THE PROBLEM:
Restate the records below exactly. Pictures are not part of the copy.

ENTRIES PROVIDED:
::::

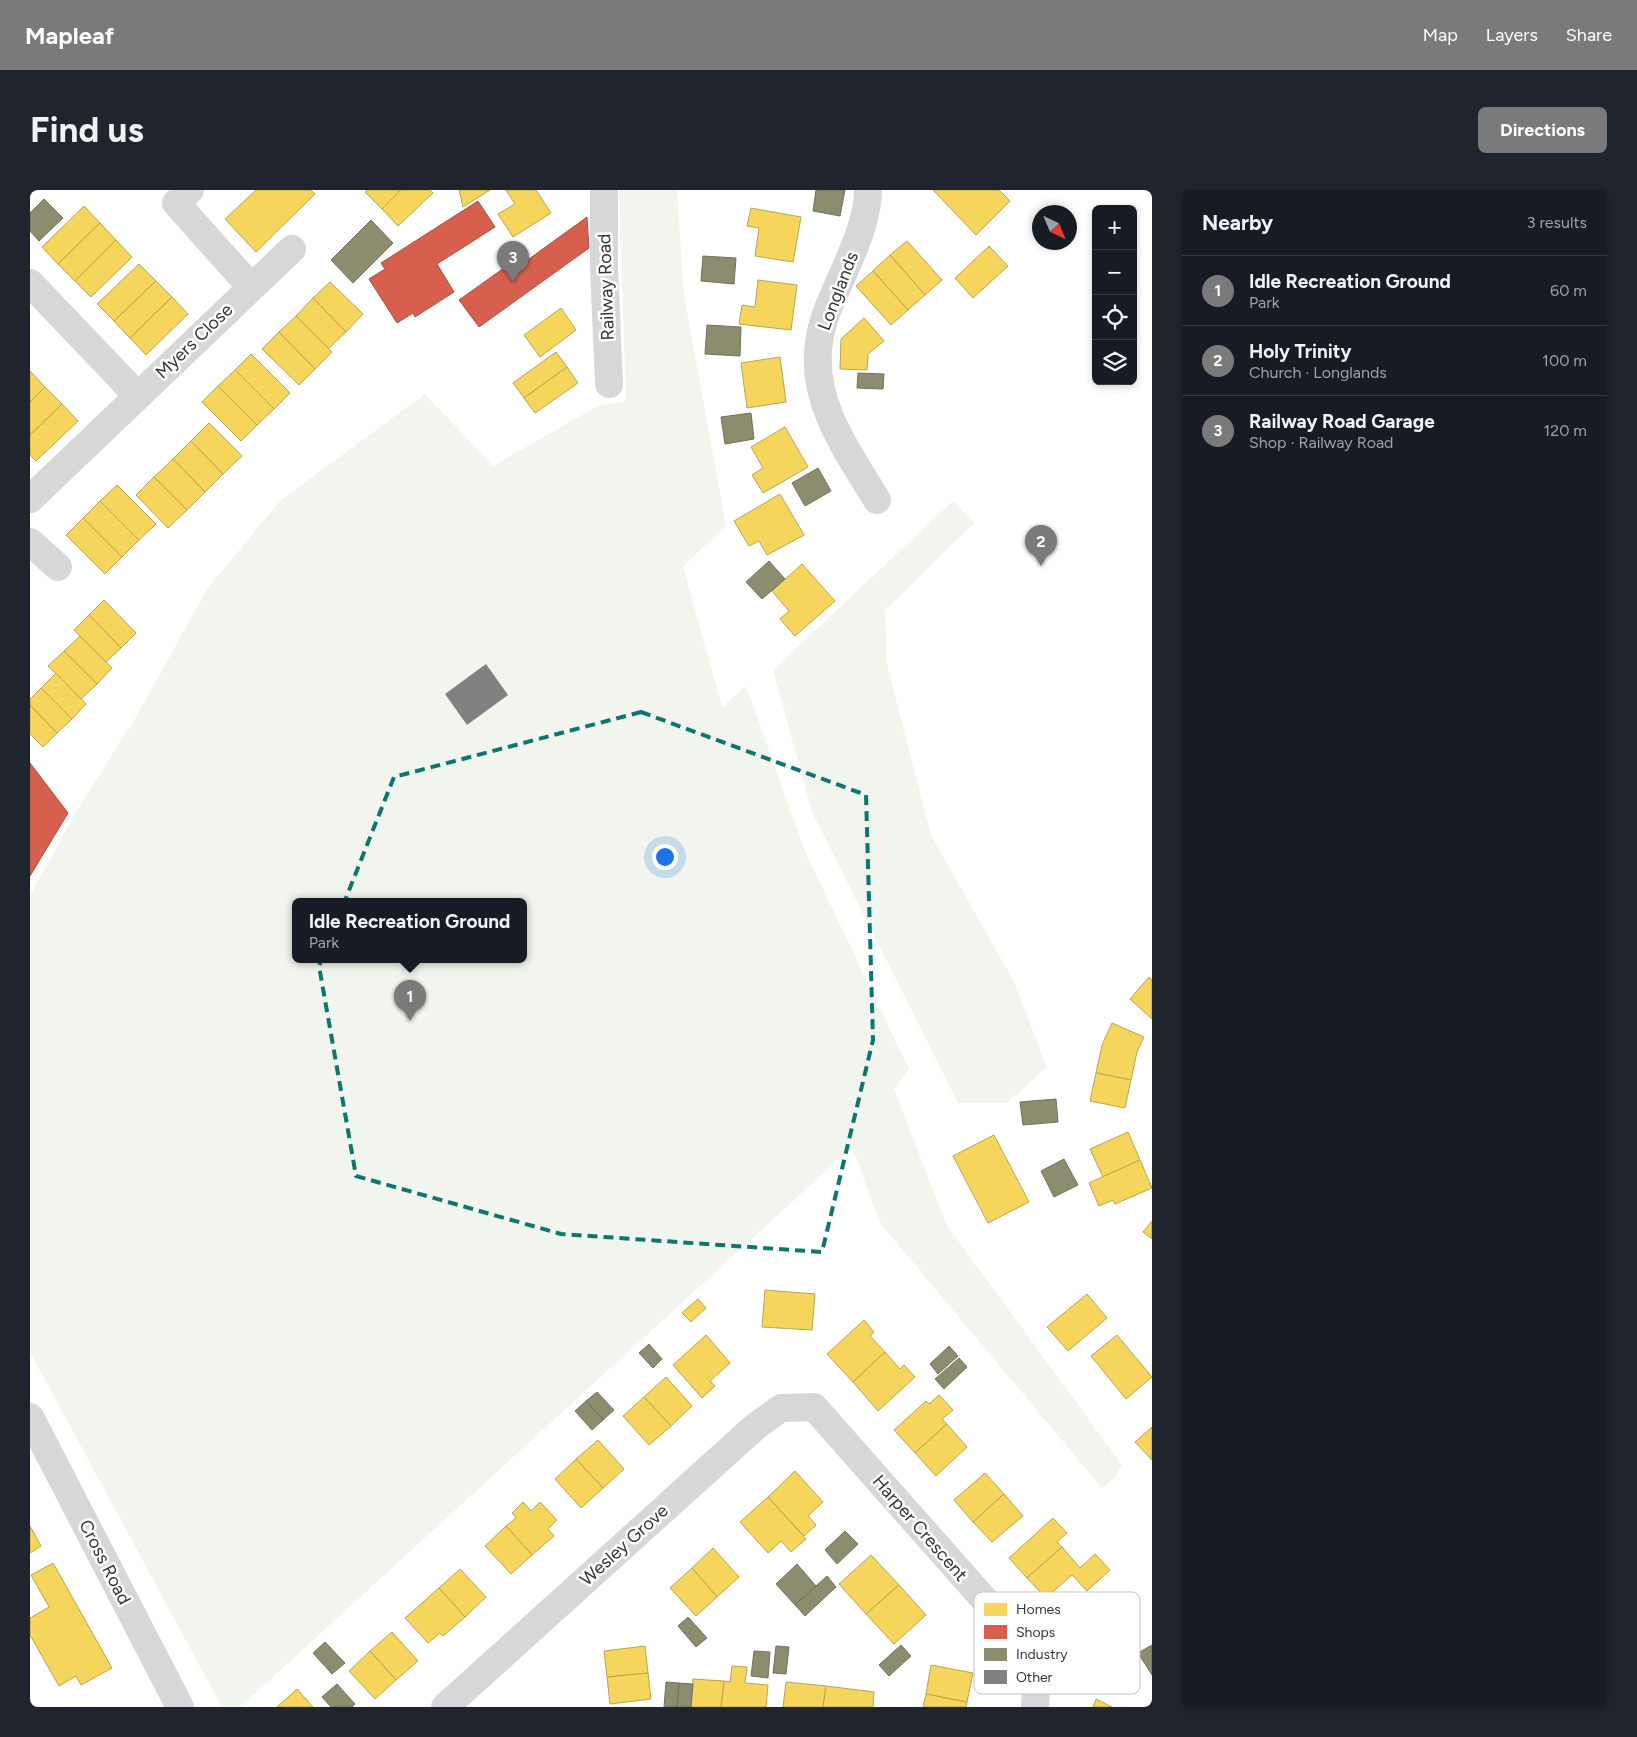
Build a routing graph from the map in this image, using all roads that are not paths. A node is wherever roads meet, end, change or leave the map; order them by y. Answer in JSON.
{"nodes":[{"id":1,"x":190,"y":190,"type":"edge"},
{"id":2,"x":604,"y":190,"type":"edge"},
{"id":3,"x":868,"y":190,"type":"edge"},
{"id":4,"x":292,"y":249,"type":"dead end"},
{"id":5,"x":30,"y":283,"type":"edge"},
{"id":6,"x":252,"y":287,"type":"junction"},
{"id":7,"x":609,"y":384,"type":"dead end"},
{"id":8,"x":138,"y":395,"type":"junction"},
{"id":9,"x":30,"y":499,"type":"edge"},
{"id":10,"x":877,"y":500,"type":"dead end"},
{"id":11,"x":30,"y":542,"type":"edge"},
{"id":12,"x":58,"y":567,"type":"dead end"},
{"id":13,"x":814,"y":1407,"type":"joint"},
{"id":14,"x":30,"y":1417,"type":"edge"},
{"id":15,"x":978,"y":1592,"type":"edge"},
{"id":16,"x":1036,"y":1694,"type":"edge"},
{"id":17,"x":456,"y":1704,"type":"edge"},
{"id":18,"x":180,"y":1707,"type":"edge"},
{"id":19,"x":1036,"y":1707,"type":"edge"}],
"edges":[{"from":1,"to":6,"type":"street"},
{"from":2,"to":7,"type":"street","name":"Railway Road"},
{"from":3,"to":10,"type":"street","name":"Longlands"},
{"from":4,"to":6,"type":"street","name":"Myers Close"},
{"from":5,"to":8,"type":"street"},
{"from":6,"to":8,"type":"street","name":"Myers Close"},
{"from":8,"to":9,"type":"street","name":"Myers Close"},
{"from":11,"to":12,"type":"street"},
{"from":13,"to":15,"type":"street","name":"Harper Crescent"},
{"from":13,"to":17,"type":"street","name":"Wesley Grove"},
{"from":14,"to":18,"type":"street","name":"Cross Road"},
{"from":16,"to":19,"type":"street","name":"Harper Crescent"}]}
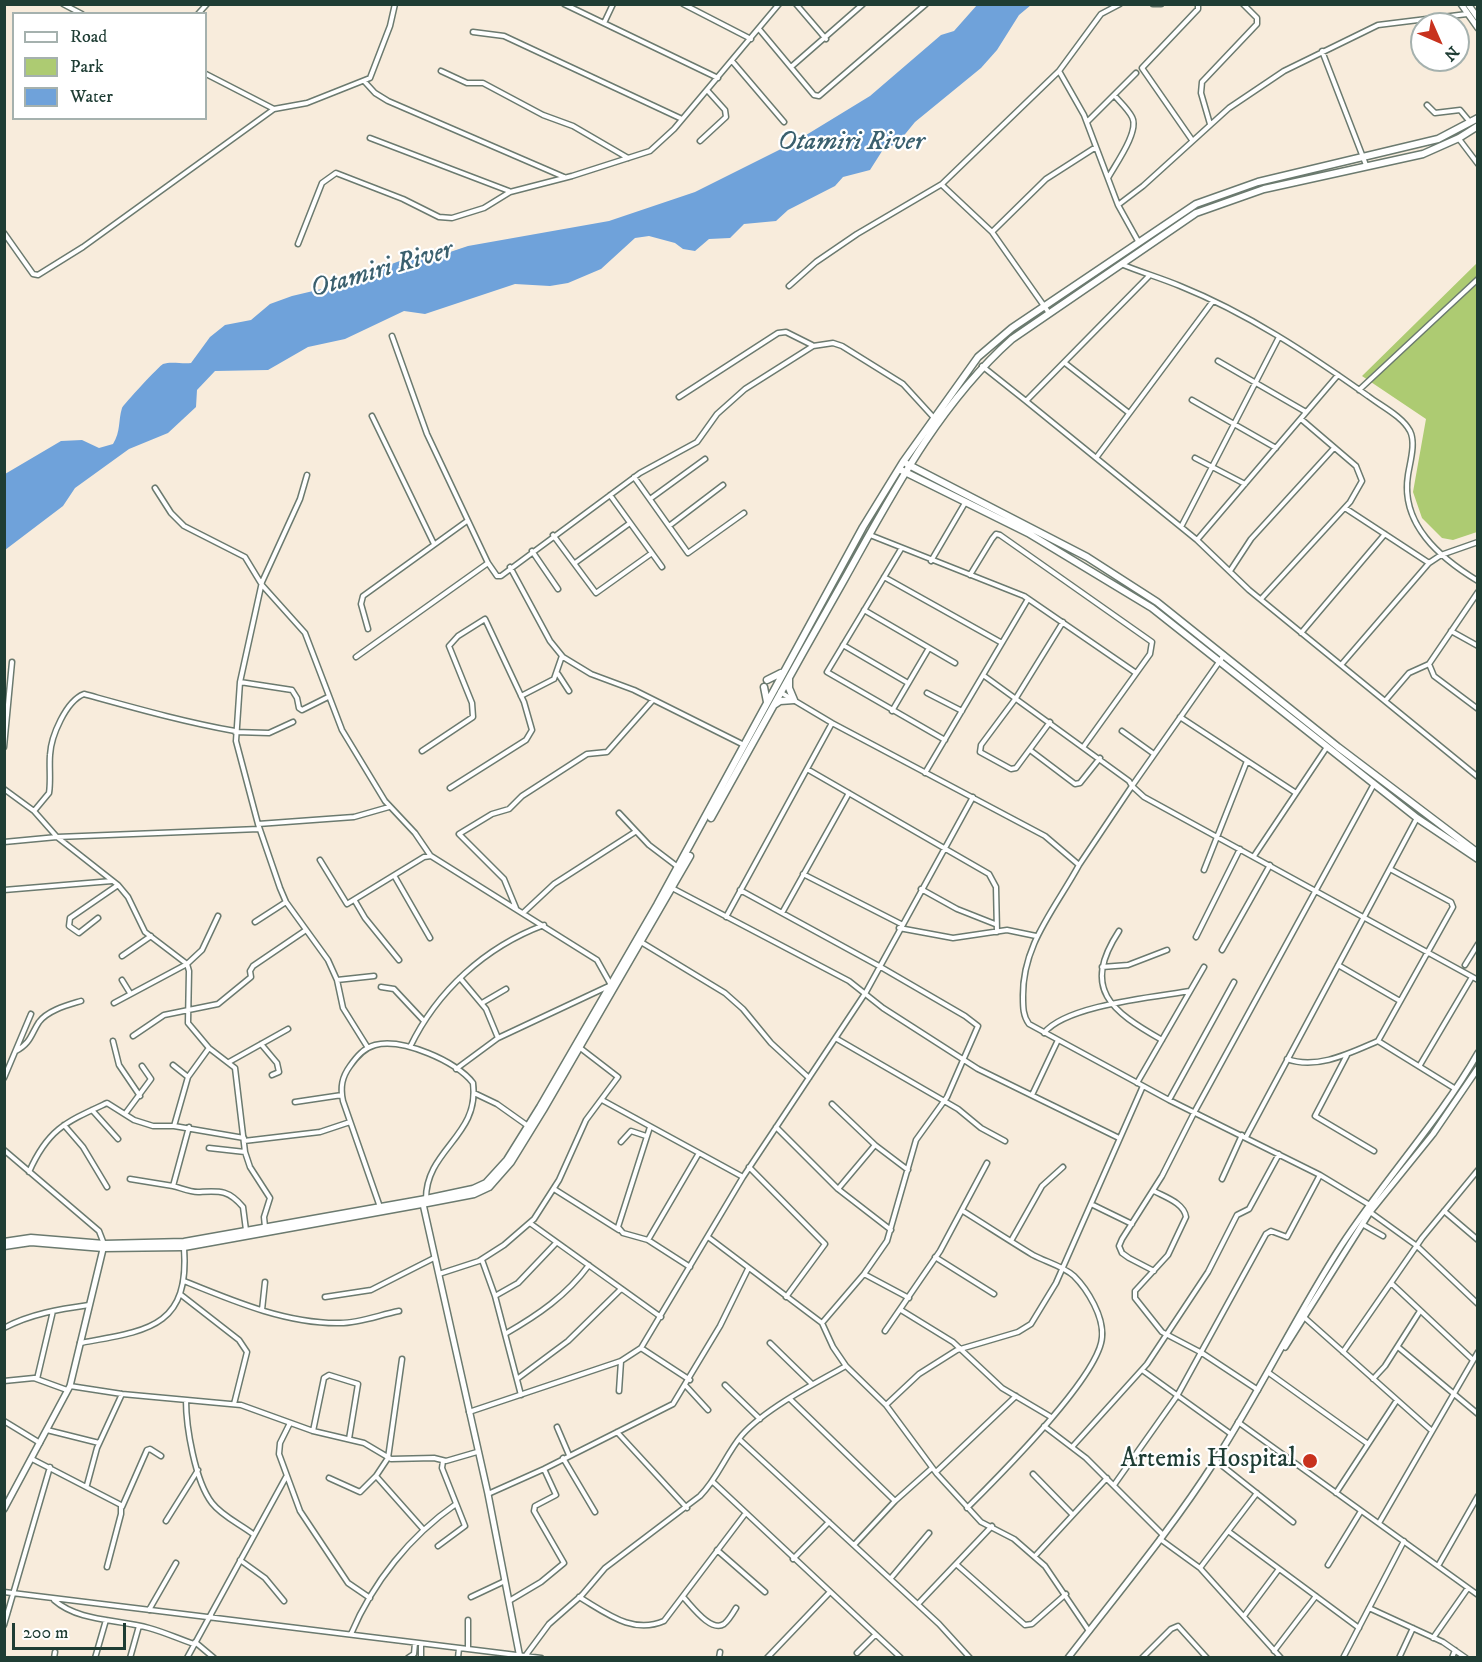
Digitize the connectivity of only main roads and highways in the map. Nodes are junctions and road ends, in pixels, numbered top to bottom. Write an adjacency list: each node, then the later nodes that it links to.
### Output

::::

WRITTEN ANSWER:
Build a routing graph from the map in this image, using all roads that are not paths. A node is wherever roads meet, end, change or leave the map; order them by y. Answer in JSON.
{"nodes":[{"id":1,"x":190,"y":190,"type":"edge"},
{"id":2,"x":604,"y":190,"type":"edge"},
{"id":3,"x":868,"y":190,"type":"edge"},
{"id":4,"x":292,"y":249,"type":"dead end"},
{"id":5,"x":30,"y":283,"type":"edge"},
{"id":6,"x":252,"y":287,"type":"junction"},
{"id":7,"x":609,"y":384,"type":"dead end"},
{"id":8,"x":138,"y":395,"type":"junction"},
{"id":9,"x":30,"y":499,"type":"edge"},
{"id":10,"x":877,"y":500,"type":"dead end"},
{"id":11,"x":30,"y":542,"type":"edge"},
{"id":12,"x":58,"y":567,"type":"dead end"},
{"id":13,"x":814,"y":1407,"type":"joint"},
{"id":14,"x":30,"y":1417,"type":"edge"},
{"id":15,"x":978,"y":1592,"type":"edge"},
{"id":16,"x":1036,"y":1694,"type":"edge"},
{"id":17,"x":456,"y":1704,"type":"edge"},
{"id":18,"x":180,"y":1707,"type":"edge"},
{"id":19,"x":1036,"y":1707,"type":"edge"}],
"edges":[{"from":1,"to":6,"type":"street"},
{"from":2,"to":7,"type":"street","name":"Railway Road"},
{"from":3,"to":10,"type":"street","name":"Longlands"},
{"from":4,"to":6,"type":"street","name":"Myers Close"},
{"from":5,"to":8,"type":"street"},
{"from":6,"to":8,"type":"street","name":"Myers Close"},
{"from":8,"to":9,"type":"street","name":"Myers Close"},
{"from":11,"to":12,"type":"street"},
{"from":13,"to":15,"type":"street","name":"Harper Crescent"},
{"from":13,"to":17,"type":"street","name":"Wesley Grove"},
{"from":14,"to":18,"type":"street","name":"Cross Road"},
{"from":16,"to":19,"type":"street","name":"Harper Crescent"}]}
Digitize the connectivity of only main roads and highways in the map. Nodes are junctions and road ends, in pixels, numbered top to bottom. Write an adjacency list: each node, then the later nodes that it links to.
### Output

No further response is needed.